In the old days, a Greek housewife was quite frankly "judged" on her ability to roll out her own phyllo and as such her most prized kitchen tools included only a long, thin wooden rod used as a rolling pin and a large round wooden surface on which to stretch the phyllo.
Back then, pites (plural for pita) offered a way for housewives to make something a bit more substantial out of the little produce that was actually available. Fillings and techniques varied from region to region: savory or sweet; phyllo layered with a vegetable filling; coiled or S-shaped; some with cheese, others without; and many made with rice or semolina as opposed to dairy so as to abide by the dietary restrictions of Lent. The possibilities were and continue to be endless.
I love having some form of Greek savory pies on hand during summer months as they always make for a light meal and a quick bite before or after a day at the beach. A flavorful pie--be it spinach, cheese, squash, or any other combination of vegetables and herbs you like--can go a long way. Pair it with a fresh salad and a Greek dip such as melitzanosalata, tzatztiki or kopanisti and you've got a light lunch that won't weigh you down when you're out and about in the sizzling summer heat.
During Lent I made an "Agginaropita" that consisted of artichokes, herbs and a bit of semolina to bind it all as eggs and cheese were out of the question. It was quite good and extremely satisfying but the other day I put together this "Agginarotyropita" as I adore Greek pies featuring cheese, especially Feta. I served it during my daughter's birthday party and more than one guest commented that it was the best tyropita they'd ever eaten! I love how the artichokes provide an extra dimension of flavor. Try it, you won't be disappointed!

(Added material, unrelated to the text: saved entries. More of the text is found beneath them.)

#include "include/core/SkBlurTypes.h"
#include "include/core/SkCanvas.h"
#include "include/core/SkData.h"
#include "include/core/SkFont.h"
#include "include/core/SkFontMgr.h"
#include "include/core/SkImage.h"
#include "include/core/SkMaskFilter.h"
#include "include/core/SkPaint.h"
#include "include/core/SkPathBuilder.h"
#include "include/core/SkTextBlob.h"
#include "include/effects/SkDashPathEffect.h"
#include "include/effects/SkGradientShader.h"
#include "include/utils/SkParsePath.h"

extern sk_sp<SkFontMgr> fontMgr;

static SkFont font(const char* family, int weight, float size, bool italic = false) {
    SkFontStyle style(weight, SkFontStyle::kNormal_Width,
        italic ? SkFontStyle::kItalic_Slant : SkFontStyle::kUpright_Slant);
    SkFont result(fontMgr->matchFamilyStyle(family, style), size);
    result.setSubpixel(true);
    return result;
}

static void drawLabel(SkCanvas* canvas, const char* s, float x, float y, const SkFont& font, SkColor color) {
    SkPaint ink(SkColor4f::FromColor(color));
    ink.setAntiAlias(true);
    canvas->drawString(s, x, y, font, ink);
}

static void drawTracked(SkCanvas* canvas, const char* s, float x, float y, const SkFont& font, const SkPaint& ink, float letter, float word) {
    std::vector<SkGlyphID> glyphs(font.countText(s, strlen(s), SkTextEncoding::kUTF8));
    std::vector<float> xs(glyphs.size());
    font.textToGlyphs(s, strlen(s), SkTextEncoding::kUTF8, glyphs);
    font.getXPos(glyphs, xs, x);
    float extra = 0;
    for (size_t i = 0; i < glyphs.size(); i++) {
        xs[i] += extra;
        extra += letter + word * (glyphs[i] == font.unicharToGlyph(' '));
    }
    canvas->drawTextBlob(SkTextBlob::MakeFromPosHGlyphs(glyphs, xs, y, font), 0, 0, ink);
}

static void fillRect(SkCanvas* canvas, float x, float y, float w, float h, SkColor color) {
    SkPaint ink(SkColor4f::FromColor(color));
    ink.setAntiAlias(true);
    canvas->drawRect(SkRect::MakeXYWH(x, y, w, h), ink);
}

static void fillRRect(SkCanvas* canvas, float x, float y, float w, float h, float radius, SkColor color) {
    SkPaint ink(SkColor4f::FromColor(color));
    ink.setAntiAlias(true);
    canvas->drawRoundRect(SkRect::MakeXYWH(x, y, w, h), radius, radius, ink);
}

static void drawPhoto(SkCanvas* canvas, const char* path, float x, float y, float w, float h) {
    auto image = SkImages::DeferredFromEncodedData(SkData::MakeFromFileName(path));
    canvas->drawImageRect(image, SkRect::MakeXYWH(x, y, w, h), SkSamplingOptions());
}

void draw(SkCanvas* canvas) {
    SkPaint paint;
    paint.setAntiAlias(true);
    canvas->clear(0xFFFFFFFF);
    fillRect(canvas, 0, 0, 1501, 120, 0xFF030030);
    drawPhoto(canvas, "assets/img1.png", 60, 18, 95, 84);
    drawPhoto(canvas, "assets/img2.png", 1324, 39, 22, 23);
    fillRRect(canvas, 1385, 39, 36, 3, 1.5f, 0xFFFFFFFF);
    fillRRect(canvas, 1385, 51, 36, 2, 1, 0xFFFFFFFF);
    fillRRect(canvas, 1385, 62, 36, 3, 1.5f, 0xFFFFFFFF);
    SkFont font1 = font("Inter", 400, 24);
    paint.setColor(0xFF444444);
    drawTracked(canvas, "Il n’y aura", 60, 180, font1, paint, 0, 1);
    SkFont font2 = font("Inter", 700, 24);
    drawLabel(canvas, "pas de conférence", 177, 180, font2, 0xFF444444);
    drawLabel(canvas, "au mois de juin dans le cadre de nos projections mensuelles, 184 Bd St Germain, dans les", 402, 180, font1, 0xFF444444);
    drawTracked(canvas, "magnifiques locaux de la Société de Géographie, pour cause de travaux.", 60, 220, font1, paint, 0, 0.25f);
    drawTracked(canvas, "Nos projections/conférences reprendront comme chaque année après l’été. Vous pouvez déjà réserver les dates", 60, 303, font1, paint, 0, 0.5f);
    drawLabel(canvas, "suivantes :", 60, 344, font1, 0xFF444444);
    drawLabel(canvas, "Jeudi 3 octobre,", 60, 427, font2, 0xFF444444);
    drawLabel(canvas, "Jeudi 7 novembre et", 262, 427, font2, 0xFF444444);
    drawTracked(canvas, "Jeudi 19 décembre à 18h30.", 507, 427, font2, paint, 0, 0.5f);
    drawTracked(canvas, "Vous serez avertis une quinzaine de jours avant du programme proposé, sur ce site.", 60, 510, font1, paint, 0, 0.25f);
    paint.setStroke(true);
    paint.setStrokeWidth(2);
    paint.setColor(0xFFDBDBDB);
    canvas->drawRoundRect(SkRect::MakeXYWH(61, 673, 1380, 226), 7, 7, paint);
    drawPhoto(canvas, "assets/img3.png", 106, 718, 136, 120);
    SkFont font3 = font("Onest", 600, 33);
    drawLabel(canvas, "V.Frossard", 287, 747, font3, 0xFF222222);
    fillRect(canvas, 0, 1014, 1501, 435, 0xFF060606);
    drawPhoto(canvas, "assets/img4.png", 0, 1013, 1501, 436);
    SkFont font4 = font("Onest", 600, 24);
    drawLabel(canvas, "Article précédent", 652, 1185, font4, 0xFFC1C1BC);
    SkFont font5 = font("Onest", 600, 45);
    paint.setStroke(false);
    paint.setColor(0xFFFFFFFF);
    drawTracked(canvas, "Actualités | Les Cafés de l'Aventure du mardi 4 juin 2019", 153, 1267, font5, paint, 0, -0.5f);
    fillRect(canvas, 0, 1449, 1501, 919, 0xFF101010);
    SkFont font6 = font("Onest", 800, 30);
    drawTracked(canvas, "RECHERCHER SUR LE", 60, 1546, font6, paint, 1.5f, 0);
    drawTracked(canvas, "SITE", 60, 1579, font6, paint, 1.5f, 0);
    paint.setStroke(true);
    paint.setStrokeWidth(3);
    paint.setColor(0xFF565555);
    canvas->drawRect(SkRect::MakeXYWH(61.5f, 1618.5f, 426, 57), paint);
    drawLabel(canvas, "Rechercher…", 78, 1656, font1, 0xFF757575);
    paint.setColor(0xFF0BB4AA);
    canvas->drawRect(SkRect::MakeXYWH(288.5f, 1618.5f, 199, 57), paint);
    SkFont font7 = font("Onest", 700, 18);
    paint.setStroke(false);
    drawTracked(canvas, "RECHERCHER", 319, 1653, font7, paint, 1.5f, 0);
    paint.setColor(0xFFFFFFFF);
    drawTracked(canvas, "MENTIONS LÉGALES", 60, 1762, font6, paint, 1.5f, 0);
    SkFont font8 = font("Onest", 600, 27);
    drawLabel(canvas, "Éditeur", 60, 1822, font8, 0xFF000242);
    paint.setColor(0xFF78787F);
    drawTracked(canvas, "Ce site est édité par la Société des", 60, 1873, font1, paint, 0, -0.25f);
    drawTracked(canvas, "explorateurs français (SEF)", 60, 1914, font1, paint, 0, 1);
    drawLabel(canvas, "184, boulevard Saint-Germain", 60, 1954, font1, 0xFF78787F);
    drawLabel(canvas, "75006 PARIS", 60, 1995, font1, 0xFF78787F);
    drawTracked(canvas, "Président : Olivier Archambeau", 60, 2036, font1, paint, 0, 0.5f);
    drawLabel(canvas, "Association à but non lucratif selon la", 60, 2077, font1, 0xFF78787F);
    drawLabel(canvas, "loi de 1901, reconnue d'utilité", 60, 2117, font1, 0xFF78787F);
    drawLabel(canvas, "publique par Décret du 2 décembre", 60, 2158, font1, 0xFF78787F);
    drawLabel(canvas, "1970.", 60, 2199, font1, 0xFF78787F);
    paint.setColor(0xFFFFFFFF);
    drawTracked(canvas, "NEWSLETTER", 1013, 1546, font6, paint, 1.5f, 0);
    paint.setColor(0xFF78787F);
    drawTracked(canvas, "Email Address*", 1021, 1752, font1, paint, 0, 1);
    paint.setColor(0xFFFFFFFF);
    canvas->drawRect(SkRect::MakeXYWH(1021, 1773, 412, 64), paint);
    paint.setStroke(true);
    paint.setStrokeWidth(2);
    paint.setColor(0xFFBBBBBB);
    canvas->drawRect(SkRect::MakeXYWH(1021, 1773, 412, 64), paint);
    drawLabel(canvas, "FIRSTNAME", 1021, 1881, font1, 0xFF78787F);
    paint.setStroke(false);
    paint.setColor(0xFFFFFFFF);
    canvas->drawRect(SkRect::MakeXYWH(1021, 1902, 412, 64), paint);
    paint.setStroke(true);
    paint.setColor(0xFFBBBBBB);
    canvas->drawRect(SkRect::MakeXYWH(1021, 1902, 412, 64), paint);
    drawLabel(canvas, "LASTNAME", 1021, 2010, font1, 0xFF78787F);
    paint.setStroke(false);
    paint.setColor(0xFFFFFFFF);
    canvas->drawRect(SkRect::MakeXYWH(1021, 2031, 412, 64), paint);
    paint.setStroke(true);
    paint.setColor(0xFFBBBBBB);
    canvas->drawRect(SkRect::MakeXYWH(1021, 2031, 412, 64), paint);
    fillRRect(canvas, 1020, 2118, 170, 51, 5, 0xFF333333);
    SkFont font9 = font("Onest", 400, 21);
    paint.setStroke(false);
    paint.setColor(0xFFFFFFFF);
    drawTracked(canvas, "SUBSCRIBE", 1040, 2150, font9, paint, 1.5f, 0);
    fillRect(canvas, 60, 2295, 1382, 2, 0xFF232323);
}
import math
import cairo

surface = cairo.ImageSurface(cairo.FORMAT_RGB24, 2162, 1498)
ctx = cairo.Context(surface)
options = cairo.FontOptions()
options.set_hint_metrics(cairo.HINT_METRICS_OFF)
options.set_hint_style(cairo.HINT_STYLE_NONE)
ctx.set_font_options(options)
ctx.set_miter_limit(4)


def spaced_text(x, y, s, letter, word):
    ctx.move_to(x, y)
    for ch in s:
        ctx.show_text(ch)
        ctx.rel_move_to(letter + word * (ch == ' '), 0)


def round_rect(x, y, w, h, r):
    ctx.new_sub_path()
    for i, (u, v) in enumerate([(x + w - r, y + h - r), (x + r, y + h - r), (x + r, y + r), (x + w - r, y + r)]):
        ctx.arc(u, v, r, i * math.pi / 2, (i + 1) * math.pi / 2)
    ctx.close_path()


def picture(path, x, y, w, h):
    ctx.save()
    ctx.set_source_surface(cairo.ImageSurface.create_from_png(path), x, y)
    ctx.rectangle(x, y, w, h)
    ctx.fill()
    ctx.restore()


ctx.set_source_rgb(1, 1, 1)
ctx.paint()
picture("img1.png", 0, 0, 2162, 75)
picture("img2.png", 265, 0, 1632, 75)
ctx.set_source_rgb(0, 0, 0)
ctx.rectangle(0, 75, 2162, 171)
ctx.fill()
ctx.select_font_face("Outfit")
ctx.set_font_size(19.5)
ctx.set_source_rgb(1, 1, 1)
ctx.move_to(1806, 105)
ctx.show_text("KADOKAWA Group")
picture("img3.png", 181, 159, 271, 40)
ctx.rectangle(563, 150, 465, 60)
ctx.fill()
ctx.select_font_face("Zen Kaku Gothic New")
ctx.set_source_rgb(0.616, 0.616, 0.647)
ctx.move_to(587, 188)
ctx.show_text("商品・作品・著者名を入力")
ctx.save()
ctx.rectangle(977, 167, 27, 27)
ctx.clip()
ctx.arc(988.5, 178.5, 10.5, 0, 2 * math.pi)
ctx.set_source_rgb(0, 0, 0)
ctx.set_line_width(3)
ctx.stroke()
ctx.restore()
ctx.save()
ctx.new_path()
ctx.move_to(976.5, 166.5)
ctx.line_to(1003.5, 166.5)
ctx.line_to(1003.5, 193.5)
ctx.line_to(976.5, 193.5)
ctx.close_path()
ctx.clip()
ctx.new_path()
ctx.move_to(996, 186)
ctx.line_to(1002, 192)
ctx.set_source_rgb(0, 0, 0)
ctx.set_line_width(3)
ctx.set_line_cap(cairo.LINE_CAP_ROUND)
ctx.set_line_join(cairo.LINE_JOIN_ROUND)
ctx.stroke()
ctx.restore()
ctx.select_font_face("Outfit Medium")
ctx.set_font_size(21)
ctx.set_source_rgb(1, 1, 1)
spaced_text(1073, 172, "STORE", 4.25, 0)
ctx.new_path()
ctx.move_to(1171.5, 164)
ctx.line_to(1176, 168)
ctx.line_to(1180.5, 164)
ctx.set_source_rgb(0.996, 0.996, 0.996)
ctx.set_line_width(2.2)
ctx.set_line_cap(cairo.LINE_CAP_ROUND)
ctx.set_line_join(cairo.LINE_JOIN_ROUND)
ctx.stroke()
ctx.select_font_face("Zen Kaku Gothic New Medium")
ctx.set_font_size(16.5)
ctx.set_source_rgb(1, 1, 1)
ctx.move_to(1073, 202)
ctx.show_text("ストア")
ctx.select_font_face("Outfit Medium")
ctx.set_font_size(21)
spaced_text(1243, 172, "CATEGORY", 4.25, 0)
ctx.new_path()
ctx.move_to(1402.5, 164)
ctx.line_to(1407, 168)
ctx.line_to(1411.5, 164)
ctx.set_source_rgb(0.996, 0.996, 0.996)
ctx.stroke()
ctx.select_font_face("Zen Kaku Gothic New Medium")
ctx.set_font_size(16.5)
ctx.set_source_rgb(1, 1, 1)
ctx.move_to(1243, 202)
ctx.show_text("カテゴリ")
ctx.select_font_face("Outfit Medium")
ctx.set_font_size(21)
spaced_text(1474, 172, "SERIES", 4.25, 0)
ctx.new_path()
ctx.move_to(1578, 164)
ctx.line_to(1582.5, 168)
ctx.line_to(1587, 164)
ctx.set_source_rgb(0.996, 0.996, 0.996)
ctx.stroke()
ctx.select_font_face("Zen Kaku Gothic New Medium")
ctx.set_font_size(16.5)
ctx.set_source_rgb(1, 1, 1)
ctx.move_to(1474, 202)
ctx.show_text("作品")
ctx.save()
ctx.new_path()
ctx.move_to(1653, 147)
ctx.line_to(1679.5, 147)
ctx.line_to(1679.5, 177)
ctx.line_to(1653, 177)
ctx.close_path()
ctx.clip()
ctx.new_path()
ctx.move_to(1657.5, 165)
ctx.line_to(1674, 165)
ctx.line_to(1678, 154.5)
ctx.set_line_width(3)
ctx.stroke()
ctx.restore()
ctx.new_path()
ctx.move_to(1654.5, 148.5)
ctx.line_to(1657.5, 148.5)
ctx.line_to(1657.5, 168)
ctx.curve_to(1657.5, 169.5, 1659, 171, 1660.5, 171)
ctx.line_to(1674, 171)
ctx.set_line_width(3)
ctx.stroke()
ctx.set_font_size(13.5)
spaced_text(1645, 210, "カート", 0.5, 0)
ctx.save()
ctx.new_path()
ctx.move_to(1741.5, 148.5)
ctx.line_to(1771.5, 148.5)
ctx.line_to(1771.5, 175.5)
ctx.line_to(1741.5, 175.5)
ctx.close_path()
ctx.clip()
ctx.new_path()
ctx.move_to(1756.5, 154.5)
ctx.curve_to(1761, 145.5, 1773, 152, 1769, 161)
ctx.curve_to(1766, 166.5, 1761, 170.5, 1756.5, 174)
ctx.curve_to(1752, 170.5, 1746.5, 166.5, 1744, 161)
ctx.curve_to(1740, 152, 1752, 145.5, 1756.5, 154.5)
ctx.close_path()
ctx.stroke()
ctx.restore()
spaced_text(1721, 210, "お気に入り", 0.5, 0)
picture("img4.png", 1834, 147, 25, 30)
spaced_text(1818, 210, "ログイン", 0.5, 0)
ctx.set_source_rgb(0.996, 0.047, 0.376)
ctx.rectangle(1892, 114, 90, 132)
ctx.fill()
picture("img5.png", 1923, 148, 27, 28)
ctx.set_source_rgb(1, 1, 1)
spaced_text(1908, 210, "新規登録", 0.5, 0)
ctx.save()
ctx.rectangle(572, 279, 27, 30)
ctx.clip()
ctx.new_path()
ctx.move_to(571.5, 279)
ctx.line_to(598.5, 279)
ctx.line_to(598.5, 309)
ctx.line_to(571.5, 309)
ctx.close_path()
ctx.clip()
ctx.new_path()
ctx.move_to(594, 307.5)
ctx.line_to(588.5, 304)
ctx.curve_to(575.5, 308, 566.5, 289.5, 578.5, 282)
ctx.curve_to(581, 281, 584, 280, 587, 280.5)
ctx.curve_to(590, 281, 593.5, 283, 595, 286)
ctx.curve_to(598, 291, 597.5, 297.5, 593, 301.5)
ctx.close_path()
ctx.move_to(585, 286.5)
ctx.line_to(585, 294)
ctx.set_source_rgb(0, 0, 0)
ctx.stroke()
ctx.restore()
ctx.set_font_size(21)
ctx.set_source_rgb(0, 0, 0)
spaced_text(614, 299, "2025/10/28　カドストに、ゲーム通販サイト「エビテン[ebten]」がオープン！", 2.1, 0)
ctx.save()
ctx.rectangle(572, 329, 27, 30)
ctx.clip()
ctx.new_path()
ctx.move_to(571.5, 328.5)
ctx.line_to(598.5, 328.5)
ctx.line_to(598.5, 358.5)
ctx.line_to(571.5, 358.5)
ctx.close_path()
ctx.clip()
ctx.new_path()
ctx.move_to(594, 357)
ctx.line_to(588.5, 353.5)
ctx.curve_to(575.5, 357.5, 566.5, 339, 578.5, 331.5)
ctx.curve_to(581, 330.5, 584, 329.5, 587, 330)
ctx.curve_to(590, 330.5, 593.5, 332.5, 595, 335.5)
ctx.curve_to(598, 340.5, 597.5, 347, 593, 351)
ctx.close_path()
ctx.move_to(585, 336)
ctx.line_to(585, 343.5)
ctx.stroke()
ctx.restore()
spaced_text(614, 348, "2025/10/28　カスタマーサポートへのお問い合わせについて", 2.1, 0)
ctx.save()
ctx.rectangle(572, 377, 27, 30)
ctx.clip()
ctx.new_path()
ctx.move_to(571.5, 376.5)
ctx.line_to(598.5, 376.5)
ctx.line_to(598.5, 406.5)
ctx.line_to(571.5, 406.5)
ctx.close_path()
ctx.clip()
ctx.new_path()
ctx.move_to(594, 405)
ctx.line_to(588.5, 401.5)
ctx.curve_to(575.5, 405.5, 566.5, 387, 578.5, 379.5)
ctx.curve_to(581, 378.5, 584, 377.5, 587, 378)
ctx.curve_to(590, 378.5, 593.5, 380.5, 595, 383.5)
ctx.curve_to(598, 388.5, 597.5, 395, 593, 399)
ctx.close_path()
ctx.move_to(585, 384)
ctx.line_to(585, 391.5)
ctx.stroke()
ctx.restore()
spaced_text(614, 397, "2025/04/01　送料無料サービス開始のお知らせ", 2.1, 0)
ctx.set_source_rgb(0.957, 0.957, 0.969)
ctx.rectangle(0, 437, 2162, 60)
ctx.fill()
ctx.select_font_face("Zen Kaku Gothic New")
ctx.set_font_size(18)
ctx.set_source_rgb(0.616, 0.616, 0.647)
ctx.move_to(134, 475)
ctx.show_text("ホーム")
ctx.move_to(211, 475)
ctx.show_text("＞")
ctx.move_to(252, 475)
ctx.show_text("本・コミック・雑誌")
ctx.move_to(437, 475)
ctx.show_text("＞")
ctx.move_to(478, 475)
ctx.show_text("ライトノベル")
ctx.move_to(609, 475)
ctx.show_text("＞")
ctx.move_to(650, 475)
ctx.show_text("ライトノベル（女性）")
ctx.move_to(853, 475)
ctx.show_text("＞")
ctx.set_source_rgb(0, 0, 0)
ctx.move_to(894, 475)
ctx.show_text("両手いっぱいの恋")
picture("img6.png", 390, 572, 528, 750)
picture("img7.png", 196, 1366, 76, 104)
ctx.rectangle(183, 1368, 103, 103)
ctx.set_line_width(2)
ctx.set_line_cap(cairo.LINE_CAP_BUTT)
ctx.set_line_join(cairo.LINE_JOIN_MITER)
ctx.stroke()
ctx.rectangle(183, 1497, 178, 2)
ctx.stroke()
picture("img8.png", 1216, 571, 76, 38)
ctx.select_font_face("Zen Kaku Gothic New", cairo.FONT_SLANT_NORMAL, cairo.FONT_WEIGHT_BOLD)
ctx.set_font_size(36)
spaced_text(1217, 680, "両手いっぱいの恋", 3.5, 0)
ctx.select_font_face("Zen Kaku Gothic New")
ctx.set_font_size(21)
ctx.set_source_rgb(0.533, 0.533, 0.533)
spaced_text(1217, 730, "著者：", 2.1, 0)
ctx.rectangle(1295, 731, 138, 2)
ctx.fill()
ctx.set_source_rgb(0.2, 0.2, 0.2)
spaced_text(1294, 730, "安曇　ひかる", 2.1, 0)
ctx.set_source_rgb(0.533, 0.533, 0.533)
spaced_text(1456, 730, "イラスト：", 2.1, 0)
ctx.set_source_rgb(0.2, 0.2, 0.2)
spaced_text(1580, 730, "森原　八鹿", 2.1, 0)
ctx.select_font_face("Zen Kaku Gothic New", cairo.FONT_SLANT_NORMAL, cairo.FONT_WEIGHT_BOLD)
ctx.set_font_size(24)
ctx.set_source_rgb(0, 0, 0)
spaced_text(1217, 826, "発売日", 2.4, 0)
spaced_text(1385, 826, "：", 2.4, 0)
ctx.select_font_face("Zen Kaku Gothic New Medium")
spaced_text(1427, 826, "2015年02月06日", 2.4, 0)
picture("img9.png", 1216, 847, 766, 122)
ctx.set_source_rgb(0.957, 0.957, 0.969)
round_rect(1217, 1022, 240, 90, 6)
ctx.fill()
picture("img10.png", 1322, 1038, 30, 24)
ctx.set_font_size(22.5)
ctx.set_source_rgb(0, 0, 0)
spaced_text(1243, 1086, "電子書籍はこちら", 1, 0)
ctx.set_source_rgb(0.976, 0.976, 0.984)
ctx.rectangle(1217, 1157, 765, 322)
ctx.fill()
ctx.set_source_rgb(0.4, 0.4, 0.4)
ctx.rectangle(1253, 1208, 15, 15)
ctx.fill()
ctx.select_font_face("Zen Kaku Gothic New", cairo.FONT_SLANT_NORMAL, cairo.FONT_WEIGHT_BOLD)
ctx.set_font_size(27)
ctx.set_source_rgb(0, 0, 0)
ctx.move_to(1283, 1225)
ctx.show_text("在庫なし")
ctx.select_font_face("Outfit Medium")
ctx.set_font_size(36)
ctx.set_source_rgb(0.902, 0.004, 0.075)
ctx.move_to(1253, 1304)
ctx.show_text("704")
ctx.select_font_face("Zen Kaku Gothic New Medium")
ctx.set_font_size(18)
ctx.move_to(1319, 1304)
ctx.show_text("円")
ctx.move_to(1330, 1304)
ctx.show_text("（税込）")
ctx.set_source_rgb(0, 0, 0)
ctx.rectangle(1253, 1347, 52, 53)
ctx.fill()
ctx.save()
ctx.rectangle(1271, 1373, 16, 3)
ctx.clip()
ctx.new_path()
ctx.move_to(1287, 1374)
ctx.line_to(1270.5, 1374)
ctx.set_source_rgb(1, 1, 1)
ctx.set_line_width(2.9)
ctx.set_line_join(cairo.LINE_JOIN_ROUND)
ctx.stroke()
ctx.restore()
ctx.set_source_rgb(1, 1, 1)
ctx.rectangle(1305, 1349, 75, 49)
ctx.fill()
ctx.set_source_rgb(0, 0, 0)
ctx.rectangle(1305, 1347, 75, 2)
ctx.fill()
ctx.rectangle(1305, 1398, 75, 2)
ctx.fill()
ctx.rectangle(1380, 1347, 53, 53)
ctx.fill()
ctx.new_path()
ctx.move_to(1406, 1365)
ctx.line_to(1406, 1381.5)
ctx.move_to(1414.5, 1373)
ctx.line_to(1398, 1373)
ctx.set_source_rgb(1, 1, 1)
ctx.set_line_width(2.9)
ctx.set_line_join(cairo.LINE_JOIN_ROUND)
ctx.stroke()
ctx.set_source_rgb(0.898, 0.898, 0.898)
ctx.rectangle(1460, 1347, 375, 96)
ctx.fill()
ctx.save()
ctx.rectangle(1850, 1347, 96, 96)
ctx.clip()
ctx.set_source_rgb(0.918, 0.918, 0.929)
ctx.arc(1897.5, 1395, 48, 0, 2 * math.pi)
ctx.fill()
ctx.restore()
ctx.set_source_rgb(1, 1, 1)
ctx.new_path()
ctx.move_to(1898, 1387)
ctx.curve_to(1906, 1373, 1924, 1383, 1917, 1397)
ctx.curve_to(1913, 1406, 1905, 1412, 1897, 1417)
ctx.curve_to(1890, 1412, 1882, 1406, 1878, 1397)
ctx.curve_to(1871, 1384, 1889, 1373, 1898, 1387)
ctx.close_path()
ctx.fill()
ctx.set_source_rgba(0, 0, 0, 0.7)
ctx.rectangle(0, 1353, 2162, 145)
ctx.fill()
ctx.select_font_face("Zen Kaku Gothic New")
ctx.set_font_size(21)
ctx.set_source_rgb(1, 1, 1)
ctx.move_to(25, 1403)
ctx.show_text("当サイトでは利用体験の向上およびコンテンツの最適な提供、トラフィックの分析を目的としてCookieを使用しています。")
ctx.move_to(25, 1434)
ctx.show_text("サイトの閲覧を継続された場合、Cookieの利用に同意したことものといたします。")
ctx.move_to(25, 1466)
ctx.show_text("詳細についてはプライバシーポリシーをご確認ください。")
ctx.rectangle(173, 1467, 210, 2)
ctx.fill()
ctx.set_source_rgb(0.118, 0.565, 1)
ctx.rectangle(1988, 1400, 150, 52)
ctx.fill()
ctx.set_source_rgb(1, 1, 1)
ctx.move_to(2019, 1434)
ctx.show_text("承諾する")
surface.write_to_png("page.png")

Agginarotyropita--Artichoke Cheese Pie
Makes a 13x9-inch pie
6 to 8 artichokes, cleaned and chopped
Handful of dill, finely chopped
Handful of parsley, finely chopped
1 pound good quality Feta, crumbled
1/3 cup grated Kefalotyri, Parmesan or Pecorino Romano
3 tablespoons olive oil (you will need more for brushing the phyllo)
Freshly ground black pepper
12 sheets of phyllo
Preheat oven to 375 degrees. Oil the baking dish and set aside. In a large bowl, combine the artichokes, dill, parsley, Feta, grated cheese, pepper and eggs and stir until mixed thoroughly. Add the 3 tablespoons olive and stir (adding a little more if the mixture seems too dry).
Working quickly, take a sheet of phyllo and layer it in the baking dish. Brush the top with oil and repeat layering with 6 more sheets of phyllo (brushing each with oil before topping with the next). Spoon filling evenly over phyllo and then begin layering remaining 5 sheets of phyllo over top, brushing each with oil before topping with the next. Pinch edges of phyllo to form a crust around the pie and brush top layer well with olive oil. (Alternatively, you can roll sheets of phyllo filled with some of the mixture as I did here.)
With a sharp knife, score only the top layers of phyllo into servings (this will make cutting the pie later much easier). Bake the pie in the center of the oven until the phyllo is golden, about 45 minutes. Let it cool before serving.